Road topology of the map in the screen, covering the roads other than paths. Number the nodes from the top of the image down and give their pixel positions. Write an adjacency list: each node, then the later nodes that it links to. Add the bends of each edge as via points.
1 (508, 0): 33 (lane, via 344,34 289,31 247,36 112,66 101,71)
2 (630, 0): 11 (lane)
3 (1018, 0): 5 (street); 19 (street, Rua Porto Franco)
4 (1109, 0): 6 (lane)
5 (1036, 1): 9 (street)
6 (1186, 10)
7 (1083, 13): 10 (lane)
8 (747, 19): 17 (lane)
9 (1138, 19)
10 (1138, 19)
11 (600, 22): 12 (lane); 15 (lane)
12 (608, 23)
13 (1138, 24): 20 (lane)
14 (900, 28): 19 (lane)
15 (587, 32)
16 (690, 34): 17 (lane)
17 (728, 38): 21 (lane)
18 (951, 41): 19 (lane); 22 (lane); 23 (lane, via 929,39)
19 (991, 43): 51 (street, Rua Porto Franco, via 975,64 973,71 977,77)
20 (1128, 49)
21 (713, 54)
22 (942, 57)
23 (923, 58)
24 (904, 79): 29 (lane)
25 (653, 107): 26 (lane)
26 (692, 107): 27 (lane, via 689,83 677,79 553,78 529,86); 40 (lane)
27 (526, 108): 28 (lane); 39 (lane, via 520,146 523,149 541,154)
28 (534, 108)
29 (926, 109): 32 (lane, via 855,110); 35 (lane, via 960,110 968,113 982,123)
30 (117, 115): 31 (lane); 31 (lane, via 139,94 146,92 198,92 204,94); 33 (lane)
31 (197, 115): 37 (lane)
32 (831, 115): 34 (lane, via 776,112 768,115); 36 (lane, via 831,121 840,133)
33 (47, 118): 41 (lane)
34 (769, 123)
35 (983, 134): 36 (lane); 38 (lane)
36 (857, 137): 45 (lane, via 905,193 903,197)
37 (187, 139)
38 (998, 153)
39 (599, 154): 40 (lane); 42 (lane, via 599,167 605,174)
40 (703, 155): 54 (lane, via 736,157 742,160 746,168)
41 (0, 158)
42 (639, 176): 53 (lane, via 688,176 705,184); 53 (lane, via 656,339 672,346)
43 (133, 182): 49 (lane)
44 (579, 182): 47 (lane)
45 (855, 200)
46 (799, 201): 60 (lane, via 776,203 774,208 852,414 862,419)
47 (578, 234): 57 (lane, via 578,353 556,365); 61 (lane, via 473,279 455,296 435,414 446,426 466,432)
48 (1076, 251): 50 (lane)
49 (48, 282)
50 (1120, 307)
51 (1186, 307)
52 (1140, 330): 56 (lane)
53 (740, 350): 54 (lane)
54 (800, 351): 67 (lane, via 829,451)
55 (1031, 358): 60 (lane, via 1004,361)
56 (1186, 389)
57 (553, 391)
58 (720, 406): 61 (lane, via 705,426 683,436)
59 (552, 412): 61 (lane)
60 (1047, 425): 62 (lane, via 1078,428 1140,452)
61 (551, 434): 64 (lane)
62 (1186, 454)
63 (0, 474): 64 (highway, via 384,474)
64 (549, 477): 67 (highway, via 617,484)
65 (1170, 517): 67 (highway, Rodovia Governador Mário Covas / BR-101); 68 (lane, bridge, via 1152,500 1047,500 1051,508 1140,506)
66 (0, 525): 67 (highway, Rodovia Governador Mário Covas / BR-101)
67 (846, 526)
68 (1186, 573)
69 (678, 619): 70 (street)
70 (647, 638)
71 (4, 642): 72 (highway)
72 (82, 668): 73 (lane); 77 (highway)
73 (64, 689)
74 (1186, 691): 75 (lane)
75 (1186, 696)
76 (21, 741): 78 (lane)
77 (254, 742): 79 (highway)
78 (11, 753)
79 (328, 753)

PROBLEM DESCRIPTION: Using the listing above, print every entry exactly.

OUTPUT FOR THIS TASK:
Road topology of the map in the screen, covering the roads other than paths. Number the nodes from the top of the image down and give their pixel positions. Write an adjacency list: each node, then the later nodes that it links to. Add the bends of each edge as via points.
1 (508, 0): 33 (lane, via 344,34 289,31 247,36 112,66 101,71)
2 (630, 0): 11 (lane)
3 (1018, 0): 5 (street); 19 (street, Rua Porto Franco)
4 (1109, 0): 6 (lane)
5 (1036, 1): 9 (street)
6 (1186, 10)
7 (1083, 13): 10 (lane)
8 (747, 19): 17 (lane)
9 (1138, 19)
10 (1138, 19)
11 (600, 22): 12 (lane); 15 (lane)
12 (608, 23)
13 (1138, 24): 20 (lane)
14 (900, 28): 19 (lane)
15 (587, 32)
16 (690, 34): 17 (lane)
17 (728, 38): 21 (lane)
18 (951, 41): 19 (lane); 22 (lane); 23 (lane, via 929,39)
19 (991, 43): 51 (street, Rua Porto Franco, via 975,64 973,71 977,77)
20 (1128, 49)
21 (713, 54)
22 (942, 57)
23 (923, 58)
24 (904, 79): 29 (lane)
25 (653, 107): 26 (lane)
26 (692, 107): 27 (lane, via 689,83 677,79 553,78 529,86); 40 (lane)
27 (526, 108): 28 (lane); 39 (lane, via 520,146 523,149 541,154)
28 (534, 108)
29 (926, 109): 32 (lane, via 855,110); 35 (lane, via 960,110 968,113 982,123)
30 (117, 115): 31 (lane); 31 (lane, via 139,94 146,92 198,92 204,94); 33 (lane)
31 (197, 115): 37 (lane)
32 (831, 115): 34 (lane, via 776,112 768,115); 36 (lane, via 831,121 840,133)
33 (47, 118): 41 (lane)
34 (769, 123)
35 (983, 134): 36 (lane); 38 (lane)
36 (857, 137): 45 (lane, via 905,193 903,197)
37 (187, 139)
38 (998, 153)
39 (599, 154): 40 (lane); 42 (lane, via 599,167 605,174)
40 (703, 155): 54 (lane, via 736,157 742,160 746,168)
41 (0, 158)
42 (639, 176): 53 (lane, via 688,176 705,184); 53 (lane, via 656,339 672,346)
43 (133, 182): 49 (lane)
44 (579, 182): 47 (lane)
45 (855, 200)
46 (799, 201): 60 (lane, via 776,203 774,208 852,414 862,419)
47 (578, 234): 57 (lane, via 578,353 556,365); 61 (lane, via 473,279 455,296 435,414 446,426 466,432)
48 (1076, 251): 50 (lane)
49 (48, 282)
50 (1120, 307)
51 (1186, 307)
52 (1140, 330): 56 (lane)
53 (740, 350): 54 (lane)
54 (800, 351): 67 (lane, via 829,451)
55 (1031, 358): 60 (lane, via 1004,361)
56 (1186, 389)
57 (553, 391)
58 (720, 406): 61 (lane, via 705,426 683,436)
59 (552, 412): 61 (lane)
60 (1047, 425): 62 (lane, via 1078,428 1140,452)
61 (551, 434): 64 (lane)
62 (1186, 454)
63 (0, 474): 64 (highway, via 384,474)
64 (549, 477): 67 (highway, via 617,484)
65 (1170, 517): 67 (highway, Rodovia Governador Mário Covas / BR-101); 68 (lane, bridge, via 1152,500 1047,500 1051,508 1140,506)
66 (0, 525): 67 (highway, Rodovia Governador Mário Covas / BR-101)
67 (846, 526)
68 (1186, 573)
69 (678, 619): 70 (street)
70 (647, 638)
71 (4, 642): 72 (highway)
72 (82, 668): 73 (lane); 77 (highway)
73 (64, 689)
74 (1186, 691): 75 (lane)
75 (1186, 696)
76 (21, 741): 78 (lane)
77 (254, 742): 79 (highway)
78 (11, 753)
79 (328, 753)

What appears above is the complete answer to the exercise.